Beware: Hugbot ahead, warned a scrawl of white paint across a brick wall. Cyndl paused in her journey through the dead city and stared at the words while a complicated blend of grief and hope blossomed inside of her.
She defied the graffiti and kept moving until the alley opened into a treed square. The Hugbot gleamed in the center, caught in a halo of sunlight and memory. Its body was vaguely humanoid: a metal torso with arms, a short vertical indentation to suggest legs, and tracks instead of feet. Its head was a silver egg with eyes and a mouth. Cyndl had heard that the original prototypes had been sleek, sophisticated, and more human-like, only to be scrapped when people used them for something more than innocent hugging.
The foam latex along the bot’s inner arms, chest, and neck, once offering a pillowed embrace, now hung in ragged ribbons. Its pressure sensors would still be in good shape; the engineers had taken special care with those to prevent crushed customers and their associated lawsuits.
A thick chain around its left track tethered the robot to a link hammered into the concrete. A ring around this anchor had been grooved into the cement by the bot’s desperate, hopeless circling. Cyndl curled her lip in disgust. “That kind of cruelty is never necessary,” she muttered to herself.

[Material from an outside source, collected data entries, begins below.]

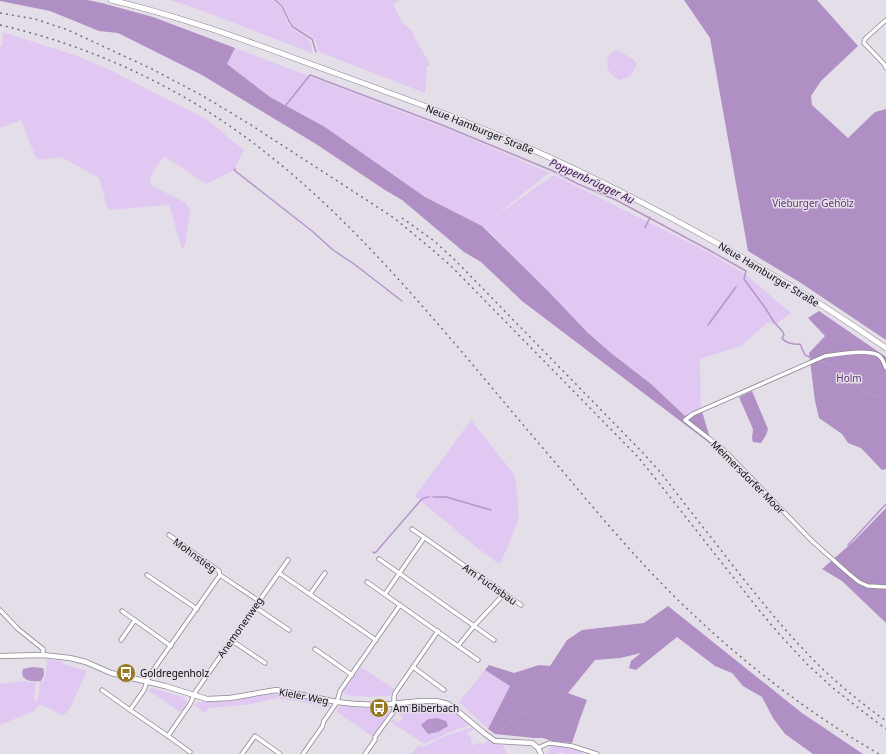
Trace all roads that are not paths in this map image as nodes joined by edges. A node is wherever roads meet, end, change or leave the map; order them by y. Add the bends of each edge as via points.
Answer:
1 (111, 0) edge
2 (886, 20) edge
3 (886, 68) edge
4 (886, 348) edge
5 (886, 368) edge
6 (412, 529) dead end
7 (169, 535) dead end
8 (424, 538) junction
9 (379, 559) dead end
10 (288, 560) dead end
11 (279, 573) junction
12 (325, 573) dead end
13 (399, 573) junction
14 (147, 575) dead end
15 (220, 575) junction
16 (367, 582) dead end
17 (886, 587) edge
18 (310, 594) junction
19 (385, 594) junction
20 (504, 594) junction
21 (259, 601) junction
22 (400, 605) junction
23 (521, 605) dead end
24 (256, 606) junction
25 (0, 610) edge
26 (197, 610) junction
27 (122, 611) dead end
28 (135, 620) junction
29 (474, 626) junction
30 (289, 630) dead end
31 (438, 632) junction
32 (121, 640) dead end
33 (231, 640) junction
34 (376, 640) junction
35 (494, 640) dead end
36 (171, 646) junction
37 (458, 646) junction
38 (315, 649) dead end
39 (43, 655) junction
40 (0, 656) edge
41 (478, 660) dead end
42 (265, 663) dead end
43 (413, 667) junction
44 (352, 675) junction
45 (147, 682) junction
46 (102, 690) dead end
47 (444, 690) dead end
48 (194, 696) junction
49 (336, 702) junction
50 (394, 703) junction
51 (130, 710) junction
52 (168, 736) junction
53 (538, 748) junction
54 (190, 752) dead end
55 (242, 754) edge
56 (280, 754) edge
57 (303, 754) edge
58 (365, 754) edge
59 (541, 754) edge
60 (596, 754) edge

1 - 4 main road, Neue Hamburger Straße via 219,31 418,104 532,150 684,224 788,284
2 - 3 street via 864,40 864,43
5 - 17 street, Meimersdorfer Moor via 882,359 872,353 825,356 692,414 685,420 725,451 812,541 848,573 868,586
6 - 8 street, Am Fuchsbau
7 - 15 street, Mohnstieg
8 - 13 street
8 - 20 street, Am Fuchsbau
9 - 13 street
10 - 11 street, Anemonenweg
11 - 18 street
11 - 21 street, Anemonenweg
12 - 18 street
13 - 19 street
13 - 29 street
14 - 26 street
15 - 21 street, Mohnstieg
15 - 26 street
16 - 19 street
18 - 34 street
19 - 22 street
20 - 23 street, Am Fuchsbau
20 - 29 street
21 - 24 street, Anemonenweg
22 - 31 street
22 - 34 street
24 - 30 street
24 - 33 street, Anemonenweg
25 - 39 street via 42,649
26 - 36 street
27 - 28 street
28 - 32 street
28 - 36 street
29 - 35 street
29 - 37 street
31 - 37 street
31 - 43 street
33 - 42 street
33 - 48 street, Anemonenweg
34 - 44 street
36 - 45 street
37 - 41 street
38 - 44 street
39 - 40 street, Kieler Weg
39 - 45 street, Kieler Weg via 86,662
43 - 47 street
43 - 50 street via 395,693
44 - 49 street via 340,691
45 - 48 street, Kieler Weg
45 - 51 street
46 - 51 street
48 - 49 street, Kieler Weg via 207,699 230,698 276,690
48 - 52 street, Anemonenweg
49 - 50 street, Kieler Weg via 379,705
49 - 57 street
50 - 53 street, Kieler Weg via 436,701 448,704 494,741 532,743
50 - 58 street via 394,711
51 - 52 street
52 - 54 street
53 - 59 street
53 - 60 street, Kieler Weg via 549,743 572,746
55 - 56 street via 255,736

The bot’s ocular receptors were dark, and a dusty cobweb drifted lazily over the mesh speaker that was its mouth. Cyndl wiped it away, her hand lingering on the familiar oval of the metal face. A whisper of tears prickled at her eyes.

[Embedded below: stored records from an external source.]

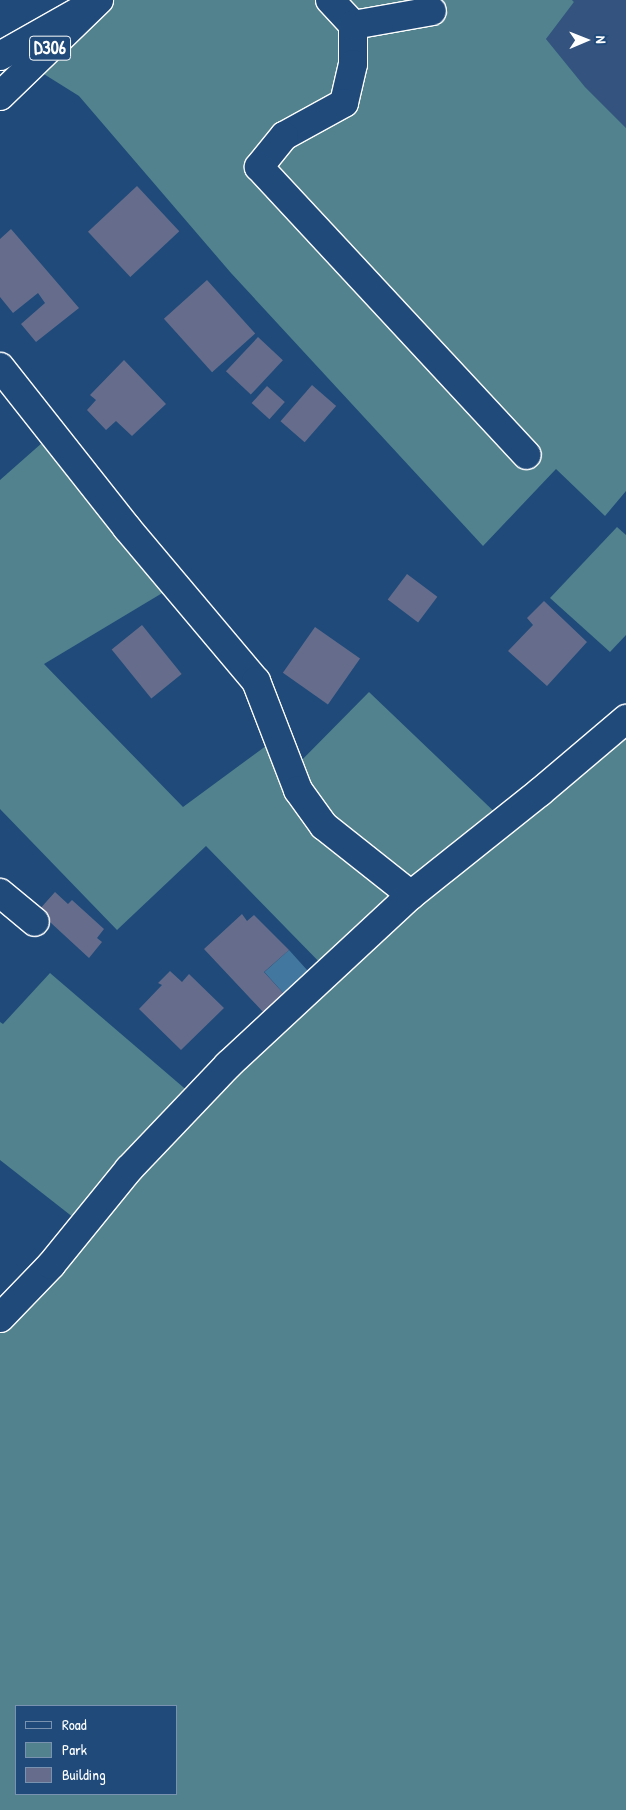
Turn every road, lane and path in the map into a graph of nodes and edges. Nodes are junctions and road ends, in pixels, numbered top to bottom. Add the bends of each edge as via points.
1 (99, 0) edge
2 (330, 0) edge
3 (432, 11) dead end
4 (353, 25) junction
5 (0, 56) edge
6 (0, 96) edge
7 (0, 367) edge
8 (527, 456) dead end
9 (626, 719) edge
10 (0, 893) edge
11 (411, 895) junction
12 (35, 922) dead end
13 (0, 1318) edge

1 - 5 street
1 - 6 street, D306
2 - 4 street
3 - 4 street
4 - 8 street via 354,64 344,103 284,136 259,167
7 - 11 street via 127,528 256,681 298,790 324,826
9 - 11 street
10 - 12 street
11 - 13 street via 228,1066 129,1169 51,1265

Someone had tied a filthy sheet around the neck of the bot, covering the solar panel. This had likely been meant as a kindness; a temporary means to keep the bot powered down. The rotten fabric fell apart under Cyndl’s fingers as she untied it, and the sheet whooshed to the ground in a plume of disintegrated fibres.
The solar matrix beneath the sheet appeared to be in good condition. ‘No wonder these things survived the Climate Wars,’ Cyndl thought.
She knelt to detach the chain from the Hugbot’s foot track. The links were strong, but she had a hacksaw in the patched pack that never left her side. She pushed dirty strands of silvered hair behind her sunburnt, peeling ear, set her jaw, and began to work.
Sweat soaked through her shirt by the time she’d finished and kicked the chain away. The bot had yet to wake up. It usually took a few hours for the solar batteries to charge.
Six-year-old Cyndl forced herself to walk. Her cheeks burned with the salt of dried tears. The wind whipping over the city stung her face, but if she turned away, she’d see the tower, and she did not want to see the tower.
Cyndl wasn’t supposed to be alone in the ravaged world. She was supposed to be in the digital realm with the Technicians who’d built the tower, but they had flopped and soiled themselves as the electricity uploaded them to the realms. Her fear had overpowered her faith and she’d pulled out her upload cable.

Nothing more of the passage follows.